Agu, played by Abraham Attah, is a child soldier. He is separated from his family and bears witness to the brutal deaths of his older brother and father, who die after groundless allegations of treason. Agu escapes into the bush, alone, and becomes the newest recruit in an unnamed commander’s young battalion, where he is trained to ruthlessly kill.
This is the story of a war-torn Africa told in Cary Joji Fukunaga’s adaptation of Uzodinma Iweala’s novel “Beasts of No Nation” on Netflix. The film is as powerful as it is disturbing, with amazing performances and high points that will leave any audience member gasping.
Devastation cannot begin to describe the horrors that unfold as rebels shatter the fragile peace of Agu’s village. War has closed the schools and Agu’s father, once a passionate teacher, is busy with refugees pouring in from nearby villages. In these first 10 minutes, we see a mischievous Agu and friends with nothing else to do but salvage old TV sets or block roads to collect false tolls for food.
It’s only in the beginning that we see the humanity of an African village. Agu and his older teenage brother have a typical sibling rivalry. The older brother has a crush on a local girl, listens to odd music and obsesses over his muscles. Young Agu does not understand, but he and his brother have a bond that manifests when the two laugh over funny faces they make under flashlights at night as their mother argues against their father’s resolve to stay and fight against the invading rebels.
In the chaos that ensues, the father pleads to have his family transported away from the tumult, but they will only take women and babies. The scene culminates in the heartbreaking words of Agu’s mother as she franticly says her farewells: “Remember to pray to God everyday.”

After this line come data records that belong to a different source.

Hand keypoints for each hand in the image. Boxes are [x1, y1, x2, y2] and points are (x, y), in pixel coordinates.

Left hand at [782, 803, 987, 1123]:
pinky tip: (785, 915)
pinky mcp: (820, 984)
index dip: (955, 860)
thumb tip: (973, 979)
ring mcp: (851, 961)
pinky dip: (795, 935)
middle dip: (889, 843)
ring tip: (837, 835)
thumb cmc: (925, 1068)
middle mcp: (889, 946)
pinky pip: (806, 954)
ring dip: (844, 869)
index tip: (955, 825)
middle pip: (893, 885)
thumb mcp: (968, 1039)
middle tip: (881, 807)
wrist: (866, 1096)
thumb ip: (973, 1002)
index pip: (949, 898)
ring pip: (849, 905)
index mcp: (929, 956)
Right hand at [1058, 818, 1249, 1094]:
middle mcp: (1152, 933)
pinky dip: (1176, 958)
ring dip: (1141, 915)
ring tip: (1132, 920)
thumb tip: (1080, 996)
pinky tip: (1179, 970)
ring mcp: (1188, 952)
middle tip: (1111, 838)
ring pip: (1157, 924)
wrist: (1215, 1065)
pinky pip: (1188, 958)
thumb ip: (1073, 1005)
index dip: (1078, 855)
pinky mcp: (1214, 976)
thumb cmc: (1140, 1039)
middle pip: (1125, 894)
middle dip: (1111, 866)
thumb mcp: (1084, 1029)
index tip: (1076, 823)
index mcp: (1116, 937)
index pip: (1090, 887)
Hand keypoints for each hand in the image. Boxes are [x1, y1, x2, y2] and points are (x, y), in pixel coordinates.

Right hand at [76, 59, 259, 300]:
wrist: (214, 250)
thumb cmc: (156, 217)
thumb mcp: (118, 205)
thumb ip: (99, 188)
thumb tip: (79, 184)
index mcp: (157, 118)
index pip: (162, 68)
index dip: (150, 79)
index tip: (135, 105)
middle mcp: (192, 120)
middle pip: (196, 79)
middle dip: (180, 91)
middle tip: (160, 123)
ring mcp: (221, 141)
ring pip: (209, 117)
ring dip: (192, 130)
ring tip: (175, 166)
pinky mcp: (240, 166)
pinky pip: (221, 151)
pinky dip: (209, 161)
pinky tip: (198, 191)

Agu then runs after the vehicle in vain and it isn’t long before the deaths of his brother and father find him foraging for food in the African wilderness.
The narrative is told partly by Agu himself, whose ethereal voice retells the story in the few quiet scenes within the film.
“God. When I am closing my eyes, I am seeing the rainy season in my village. You can be finding the ground is washing away beneath your feet. Nothing is ever for sure and everything is always changing,” Agu says.
Alone and sick from eating toxic leaves, Agu is found by a rebel commander (Idris Elba) who goes by the name “Commandant”, a charismatic, thundering warlord who does more than just recruit boys to rape and pillage enemy villages.
In an especially powerful speech, the commander says, “A boy is harmless? Does a boy have two eyes to see? A boy has hands to strangle and fingers to pull triggers. Why you say a boy is nothing?”
The commander is a manipulative monster whose grasp on the children is as physical as it is mental. He convinces his battalion of child soldiers that this is a war to assert themselves against those who have destroyed their families. He forces Agu to kill and seduces him with the promise of a better life.
Agu soon realizes the horrors of war.
“I am now knowing the smell of the dead. They are sweet like sugarcane and rotten like palm wine and when they stay in the sun, they are going plump like brown mangoes,” he says.
As he travels down a river of blood, with red earth on either side, there is hopelessness akin to an apocalyptic world and we are left wondering what will happen in this war-torn land.
As he recalls a life before war, Agu remembers a family he will never see again.
“They loved me,” he says.
Rating: 10/10
Diler Haji is a campus correspondent for The Daily Campus.